◆ TASK PROMPT ◆
Below are the records; pull every line that includes "Station".

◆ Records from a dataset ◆
#####
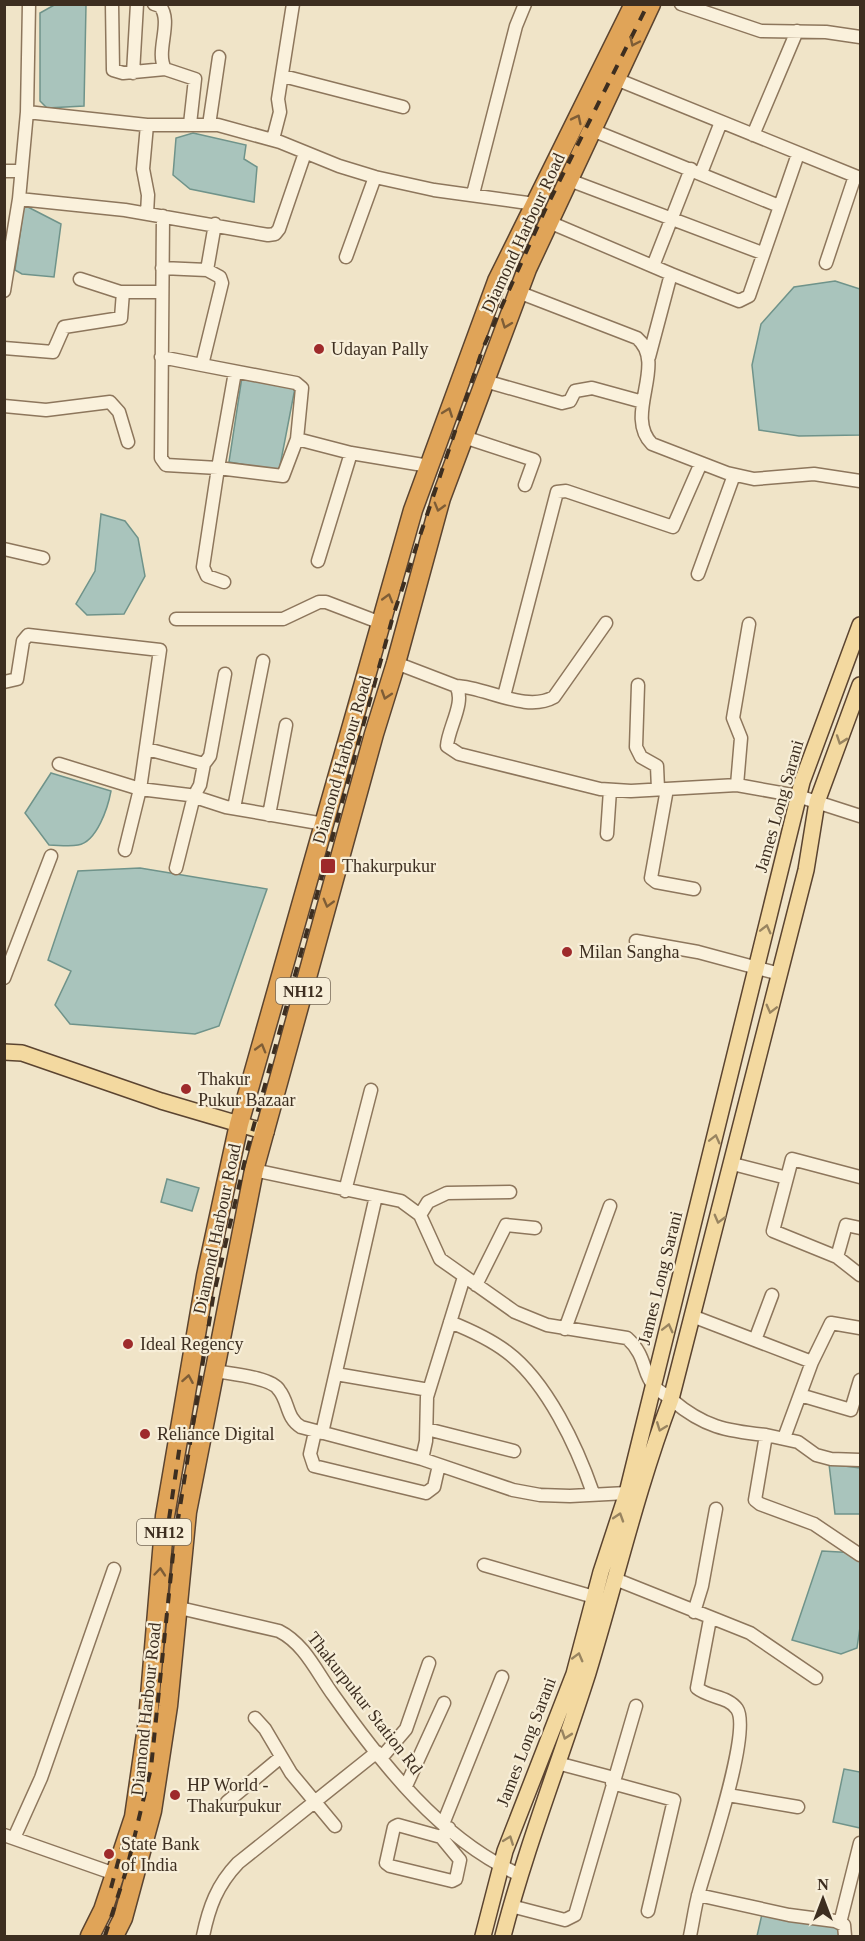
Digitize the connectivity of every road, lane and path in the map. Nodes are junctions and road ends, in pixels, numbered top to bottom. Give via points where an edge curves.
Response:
1 (28, 4) edge
2 (112, 4) edge
3 (137, 4) edge
4 (154, 4) edge
5 (293, 4) edge
6 (525, 4) edge
7 (634, 4) edge
8 (651, 4) edge
9 (681, 4) edge
10 (797, 30) junction
11 (861, 37) edge
12 (219, 57) dead end
13 (165, 69) junction
14 (133, 73) junction
15 (283, 76) junction
16 (608, 76) junction
17 (403, 107) dead end
18 (27, 112) junction
19 (721, 122) junction
20 (189, 124) junction
21 (147, 125) junction
22 (209, 125) junction
23 (592, 130) junction
24 (753, 135) junction
25 (273, 140) junction
26 (305, 153) junction
27 (798, 153) junction
28 (4, 171) edge
29 (21, 171) junction
30 (696, 171) junction
31 (375, 177) junction
32 (858, 177) edge
33 (569, 180) junction
34 (473, 194) junction
35 (19, 200) junction
36 (535, 204) junction
37 (779, 206) junction
38 (147, 214) junction
39 (163, 216) junction
40 (672, 218) junction
41 (549, 222) junction
42 (215, 224) junction
43 (762, 253) junction
44 (509, 256) junction
45 (346, 257) dead end
46 (826, 263) dead end
47 (528, 266) junction
48 (653, 266) junction
49 (162, 268) junction
50 (207, 270) junction
51 (671, 274) junction
52 (80, 279) dead end
53 (4, 291) edge
54 (123, 292) junction
55 (162, 292) junction
56 (518, 292) junction
57 (4, 348) edge
58 (161, 357) junction
59 (649, 357) junction
60 (202, 365) junction
61 (235, 372) junction
62 (485, 381) junction
63 (643, 402) junction
64 (4, 406) edge
65 (464, 437) junction
66 (297, 439) junction
67 (128, 442) dead end
68 (351, 453) junction
69 (701, 463) junction
70 (429, 466) junction
71 (218, 468) junction
72 (734, 475) junction
73 (861, 481) edge
74 (525, 485) dead end
75 (4, 549) edge
76 (43, 558) dead end
77 (318, 561) dead end
78 (698, 574) dead end
79 (224, 582) dead end
80 (176, 619) dead end
81 (381, 623) junction
82 (606, 623) dead end
83 (749, 624) dead end
84 (861, 625) edge
85 (263, 661) dead end
86 (396, 663) junction
87 (225, 674) dead end
88 (4, 681) edge
89 (638, 685) dead end
90 (861, 685) edge
91 (456, 686) junction
92 (504, 696) junction
93 (286, 725) dead end
94 (351, 728) junction
95 (374, 734) junction
96 (147, 749) junction
97 (59, 764) dead end
98 (204, 764) junction
99 (737, 785) junction
100 (140, 789) junction
101 (662, 789) junction
102 (610, 790) junction
103 (194, 796) junction
104 (798, 796) junction
105 (817, 802) junction
106 (234, 808) junction
107 (269, 815) junction
108 (861, 816) edge
109 (324, 825) junction
110 (607, 834) dead end
111 (125, 850) dead end
112 (51, 856) dead end
113 (176, 868) dead end
114 (694, 889) dead end
115 (636, 941) dead end
116 (756, 969) junction
117 (780, 974) junction
118 (4, 978) edge
119 (4, 1052) edge
120 (370, 1090) dead end
121 (239, 1124) junction
122 (266, 1131) junction
123 (733, 1164) junction
124 (254, 1170) junction
125 (861, 1177) edge
126 (787, 1178) junction
127 (345, 1191) junction
128 (510, 1192) dead end
129 (376, 1196) junction
130 (610, 1206) dead end
131 (420, 1215) junction
132 (535, 1228) dead end
133 (861, 1228) edge
134 (837, 1257) junction
135 (861, 1275) edge
136 (464, 1277) junction
137 (476, 1285) junction
138 (771, 1295) dead end
139 (692, 1316) junction
140 (450, 1322) junction
141 (861, 1328) edge
142 (565, 1329) junction
143 (755, 1340) junction
144 (812, 1362) junction
145 (215, 1371) junction
146 (336, 1374) junction
147 (861, 1380) edge
148 (653, 1385) junction
149 (429, 1390) junction
150 (800, 1395) junction
151 (671, 1399) junction
152 (427, 1429) junction
153 (319, 1432) junction
154 (766, 1435) junction
155 (784, 1438) junction
156 (514, 1451) dead end
157 (422, 1459) junction
158 (861, 1460) edge
159 (439, 1465) junction
160 (593, 1493) junction
161 (627, 1493) junction
162 (716, 1509) dead end
163 (861, 1555) edge
164 (484, 1565) dead end
165 (114, 1569) dead end
166 (615, 1579) junction
167 (594, 1597) junction
168 (158, 1603) junction
169 (178, 1606) junction
170 (694, 1612) junction
171 (710, 1619) junction
172 (429, 1663) dead end
173 (502, 1677) dead end
174 (816, 1678) dead end
175 (444, 1703) dead end
176 (636, 1706) dead end
177 (255, 1718) dead end
178 (379, 1755) junction
179 (281, 1757) junction
180 (557, 1763) junction
181 (613, 1781) junction
182 (406, 1786) junction
183 (728, 1796) junction
184 (227, 1802) dead end
185 (315, 1803) junction
186 (798, 1807) dead end
187 (334, 1826) dead end
188 (448, 1834) junction
189 (9, 1837) edge
190 (861, 1843) edge
191 (501, 1867) junction
192 (115, 1874) junction
193 (520, 1875) junction
194 (698, 1895) junction
195 (511, 1906) junction
196 (648, 1911) dead end
197 (840, 1923) junction
198 (90, 1936) edge
199 (114, 1936) edge
200 (203, 1936) edge
201 (483, 1936) edge
202 (503, 1936) edge
203 (690, 1936) edge
204 (845, 1936) edge

1 - 18 street
2 - 14 street via 113,70
3 - 14 street
4 - 13 street via 164,13
5 - 15 street
6 - 34 street via 513,36
7 - 16 highway, Diamond Harbour Road / NH12
8 -> 16 highway, Diamond Harbour Road / NH12
9 - 10 street via 761,31
10 - 11 street
10 - 24 street
12 - 22 street
13 - 14 street
13 - 20 street via 195,79
15 - 17 street
15 - 25 street
16 - 19 street
16 - 23 highway, Diamond Harbour Road / NH12
36 -> 16 highway, Diamond Harbour Road / NH12
18 - 21 street
18 - 29 street
19 - 24 street
19 - 30 street
20 - 21 street
20 - 22 street
21 - 38 street via 143,169
22 - 25 street
23 - 30 street
23 - 33 highway, Diamond Harbour Road / NH12
24 - 27 street
25 - 26 street
26 - 31 street
26 - 42 street via 275,234
27 - 32 street
27 - 37 street
28 - 29 street
29 - 35 street
30 - 37 street
30 - 40 street
31 - 34 street
31 - 45 street
32 - 46 street
33 - 40 street
33 - 41 highway, Diamond Harbour Road / NH12
34 - 36 street
35 - 38 street
35 - 53 street
36 - 44 highway, Diamond Harbour Road / NH12
37 - 43 street
38 - 39 street
39 - 42 street
39 - 49 street
40 - 43 street
40 - 48 street
41 - 47 highway, Diamond Harbour Road / NH12
41 - 48 street
42 - 50 street
43 - 51 street via 749,296 739,301
44 - 47 highway
70 -> 44 highway, Diamond Harbour Road / NH12
47 - 56 highway, Diamond Harbour Road / NH12
48 - 51 street
49 - 50 street
49 - 55 street
50 - 60 street via 220,277 222,283
51 - 59 street
52 - 54 street
54 - 55 street
54 - 57 street via 121,318 64,327 53,352
55 - 58 street
56 - 59 street via 637,338 645,345
56 -> 62 highway, Diamond Harbour Road / NH12
58 - 60 street
58 - 71 street via 163,462 171,466
59 - 63 street
60 - 61 street
61 - 66 street via 296,383 302,388
61 - 71 street
62 - 63 street via 562,403 570,402 575,391 586,388
62 - 65 highway, Diamond Harbour Road / NH12
63 - 69 street via 642,425 652,444
64 - 67 street via 46,410 110,402 119,412
65 - 74 street via 534,460
65 -> 86 highway, Diamond Harbour Road / NH12 via 441,498
66 - 68 street
66 - 71 street via 284,476
68 - 70 street
68 - 77 street
69 - 72 street
69 - 92 street via 673,527 566,491 557,492
81 -> 70 highway, Diamond Harbour Road / NH12
71 - 79 street via 203,567 207,576
72 - 73 street via 753,479 814,474
72 - 78 street
75 - 76 street
80 - 81 street via 283,619 326,602
81 - 94 highway, Diamond Harbour Road / NH12
82 - 92 street via 554,697 544,703 533,703
83 - 99 street via 733,718 741,738
84 - 104 main road, James Long Sarani
85 - 106 street
86 - 91 street
86 -> 95 highway, Diamond Harbour Road / NH12
87 - 98 street via 210,756
88 - 96 street via 17,679 23,641 28,635 160,650
89 - 101 street via 636,747 641,757 657,766
90 -> 105 main road
91 - 92 street
91 - 102 street via 458,700 447,738 451,751 577,786
93 - 107 street
94 - 95 highway
94 - 109 highway, Diamond Harbour Road / NH12
95 -> 122 highway, Diamond Harbour Road / NH12
96 - 98 street
96 - 100 street
97 - 100 street
98 - 103 street
99 - 101 street
99 - 104 street
100 - 103 street
100 - 111 street
101 - 102 street
101 - 114 street via 651,878
102 - 110 street
103 - 106 street
103 - 113 street
104 - 105 street
116 -> 104 main road, James Long Sarani
105 - 108 street
105 - 117 main road via 806,870
106 - 107 street
107 - 109 street
121 -> 109 highway, Diamond Harbour Road / NH12
112 - 118 street
115 - 116 street via 698,952
116 - 117 street
148 -> 116 main road, James Long Sarani
117 -> 123 main road
119 - 121 main road via 22,1053
120 - 127 street
121 - 122 main road
168 -> 121 highway, Diamond Harbour Road / NH12 via 165,1516 202,1297
122 - 124 highway, Diamond Harbour Road / NH12
123 - 126 street
123 -> 139 main road
124 - 127 street
124 - 145 highway, Diamond Harbour Road / NH12
125 - 126 street via 792,1159
126 - 134 street via 773,1231
127 - 129 street
128 - 131 street via 447,1193 428,1202
129 - 131 street via 401,1201
129 - 146 street
130 - 142 street
131 - 136 street via 440,1259
132 - 137 street via 506,1225
133 - 134 street via 846,1225
134 - 135 street
136 - 137 street
136 - 140 street
137 - 142 street via 530,1320
138 - 143 street
139 - 143 street
139 - 151 main road
140 - 149 street
140 - 160 street via 493,1342 525,1368 573,1442
141 - 144 street via 831,1323
142 - 148 street via 627,1338 644,1359
143 - 144 street
144 - 150 street
145 - 153 street via 269,1382 279,1389 295,1423
145 - 169 highway, Diamond Harbour Road / NH12 via 187,1512
146 - 149 street
146 - 153 street
147 - 150 street via 851,1410
148 - 151 street
148 - 161 main road, James Long Sarani
149 - 152 street via 425,1408
150 - 155 street
151 - 154 street via 710,1426
151 -> 166 main road via 646,1465
152 - 156 street
152 - 157 street
153 - 157 street
153 - 159 street via 310,1454 314,1466 426,1493 434,1487
154 - 155 street
154 - 163 street via 755,1500 814,1524
155 - 158 street via 831,1460
157 - 159 street
159 - 160 street via 540,1495
160 - 161 street
167 -> 161 main road, James Long Sarani
162 - 170 street
164 - 167 street
165 - 189 street via 49,1758
166 - 170 street
166 -> 180 main road
191 -> 167 main road, James Long Sarani via 574,1674
168 - 169 street, Thakurpukur Station Rd
168 - 192 highway, Diamond Harbour Road / NH12 via 148,1720 134,1817
169 - 178 street, Thakurpukur Station Rd via 291,1637
169 - 199 highway, Diamond Harbour Road / NH12 via 152,1811 123,1918
170 - 171 street
171 - 174 street via 750,1633
171 - 183 street via 697,1688 730,1702 738,1711 740,1725
172 - 178 street via 406,1729
173 - 188 street
175 - 182 street
176 - 181 street
177 - 179 street
178 - 182 street, Thakurpukur Station Rd
178 - 185 street
179 - 184 street
179 - 185 street
180 - 181 street
180 - 193 main road
181 - 195 street via 575,1915 565,1920
181 - 196 street via 674,1800
182 - 188 street, Thakurpukur Station Rd
183 - 186 street
183 - 194 street
185 - 187 street
185 - 200 street via 223,1879 213,1896
188 - 188 street via 398,1825 394,1827 386,1863 452,1881 456,1879 460,1860
188 - 191 street, Thakurpukur Station Rd
189 - 192 street
190 - 197 street
191 - 193 street, Thakurpukur Station Rd
191 - 201 main road, James Long Sarani
192 - 198 highway, Diamond Harbour Road / NH12
193 - 195 main road
194 - 197 street
194 - 203 street
195 - 202 main road
197 - 204 street via 846,1929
#####
◆ SOLUTION TO THE PROBLEM ◆
168 - 169 street, Thakurpukur Station Rd
169 - 178 street, Thakurpukur Station Rd via 291,1637
178 - 182 street, Thakurpukur Station Rd
182 - 188 street, Thakurpukur Station Rd
188 - 191 street, Thakurpukur Station Rd
191 - 193 street, Thakurpukur Station Rd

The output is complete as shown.